A l’Ordre, nous avons lutté des années durant. Nous avons pris des containers de médicaments appartenant à des militaires. On a failli nous tuer dans ce pays à cause de ces médicaments de rue. Mais quand il n’y a pas une volonté politique, quand le gouvernement démissionne, voilà ce à quoi on assiste.

Et aujourd’hui, ce sont des containers de médicaments qui quittent ici pour aller Nzérékoré, dans d’autres villes, ainsi que dans certains pays africains. Mais quand vous partez en Côte d’Ivoire, au Sénégal ou au Mali, vous ne verrez jamais quelqu’un qui a le courage de venir ouvrir une boutique de médicaments devant un pharmacien. Les gens qui vendent les médicaments là-bas les camouflent dans les sacs. Mais ici, on le fait à ciel ouvert.
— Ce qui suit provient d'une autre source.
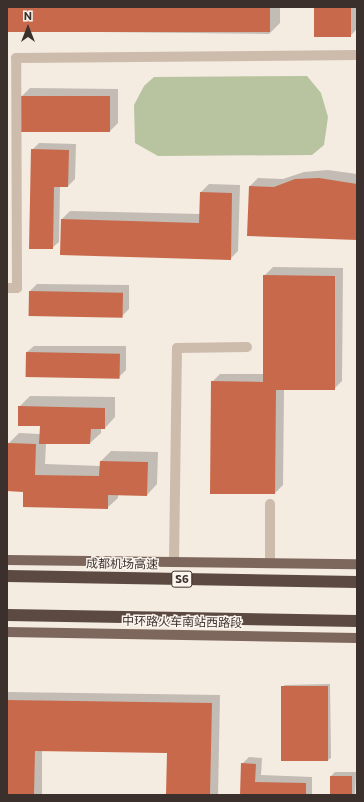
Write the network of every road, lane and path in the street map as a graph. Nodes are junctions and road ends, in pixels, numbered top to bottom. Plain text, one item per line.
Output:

Aujourd’hui, quand vous voyez ces problème d’hypertension, de diabète et ces autres maladies de tous ordres, nous sommes emmenés à crier au déséquilibre sanitaire organisé. Puisque quand on prescrit une ordonnance pour un hypertendu, au lieu d’acheter les médicaments dans les pharmacies, il part se l’approvisionner à moindre coût dans la rue, au marché. Mais le prétendu hypertenseur qu’il achète là ne renferme rien. Rien d’autre que la poudre de farine et de manioc. Donc, le patient le prend comme s’il prenait un médicament, mais en réalité, non. Et après, il fait un AVC. Vous comprenez?

Allez dans les services de cardiologie. Allez dans les services de neurologie. C’est une démission totale. Et c’est pitoyable pour ce pays. Sinon, un container ne peut pas disparaître avec à son bord des produits destinés à l’empoisonnement des Guinéens. Ce n’est pas possible ».